● Task input:
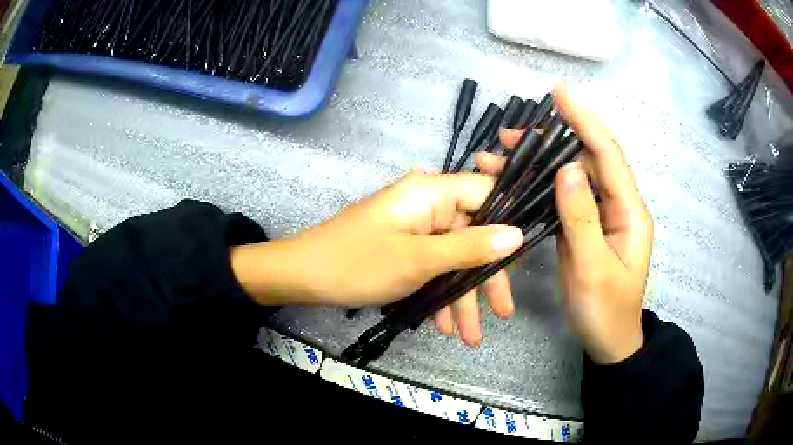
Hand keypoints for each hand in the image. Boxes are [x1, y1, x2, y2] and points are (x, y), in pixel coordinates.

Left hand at [230, 173, 522, 346]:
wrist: (303, 277)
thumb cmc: (359, 264)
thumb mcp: (419, 260)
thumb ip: (470, 247)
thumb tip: (517, 234)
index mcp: (432, 192)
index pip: (487, 191)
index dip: (509, 220)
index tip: (525, 257)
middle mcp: (428, 204)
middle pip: (473, 234)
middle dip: (485, 278)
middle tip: (502, 313)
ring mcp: (415, 227)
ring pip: (452, 258)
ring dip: (461, 297)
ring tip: (470, 337)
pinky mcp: (404, 247)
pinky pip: (432, 267)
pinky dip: (438, 294)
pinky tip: (443, 325)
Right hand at [477, 86, 652, 363]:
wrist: (608, 340)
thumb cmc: (605, 310)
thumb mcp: (592, 269)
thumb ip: (582, 219)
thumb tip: (567, 170)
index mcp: (630, 212)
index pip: (608, 156)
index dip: (585, 122)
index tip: (560, 94)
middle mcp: (617, 204)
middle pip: (587, 159)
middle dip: (552, 141)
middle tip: (511, 135)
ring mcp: (600, 214)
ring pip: (572, 175)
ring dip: (540, 162)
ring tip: (503, 153)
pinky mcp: (584, 225)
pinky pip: (563, 196)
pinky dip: (539, 184)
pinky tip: (515, 180)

● What the task requires:
With the pictures left out, transcribe the material exactly.

● Output for this task:
Hand keypoints for each hand in the image. Boxes are [x1, y1, x2, y2] and points are (x, y), in pixel coordinates.

Left hand at [230, 173, 522, 346]:
wrist: (303, 277)
thumb cmc: (359, 264)
thumb mcp: (419, 260)
thumb ip: (470, 247)
thumb tip: (517, 234)
index mcp: (432, 192)
index pip: (487, 191)
index dip: (509, 220)
index tip: (525, 257)
middle mcp: (428, 204)
middle pip: (473, 234)
middle dip: (485, 278)
middle tip: (502, 313)
ring mcp: (415, 227)
ring pip: (452, 258)
ring dip: (461, 297)
ring tip: (470, 337)
pinky mcp: (404, 247)
pinky pip: (432, 267)
pinky dip: (438, 294)
pinky tip: (443, 325)
Right hand at [477, 86, 652, 363]:
wrist: (608, 340)
thumb cmc: (605, 310)
thumb mcp: (592, 269)
thumb ip: (582, 219)
thumb tip: (567, 170)
index mcp: (630, 212)
index pip: (608, 156)
index dip: (585, 122)
index tip: (560, 94)
middle mcp: (617, 204)
middle pip: (587, 159)
middle dip: (552, 141)
middle tip: (511, 135)
ring mcp: (600, 214)
ring pip: (572, 175)
ring dip: (540, 162)
ring tip: (503, 153)
pinky mcp: (584, 225)
pinky pip: (563, 196)
pinky dip: (539, 184)
pinky tip: (515, 180)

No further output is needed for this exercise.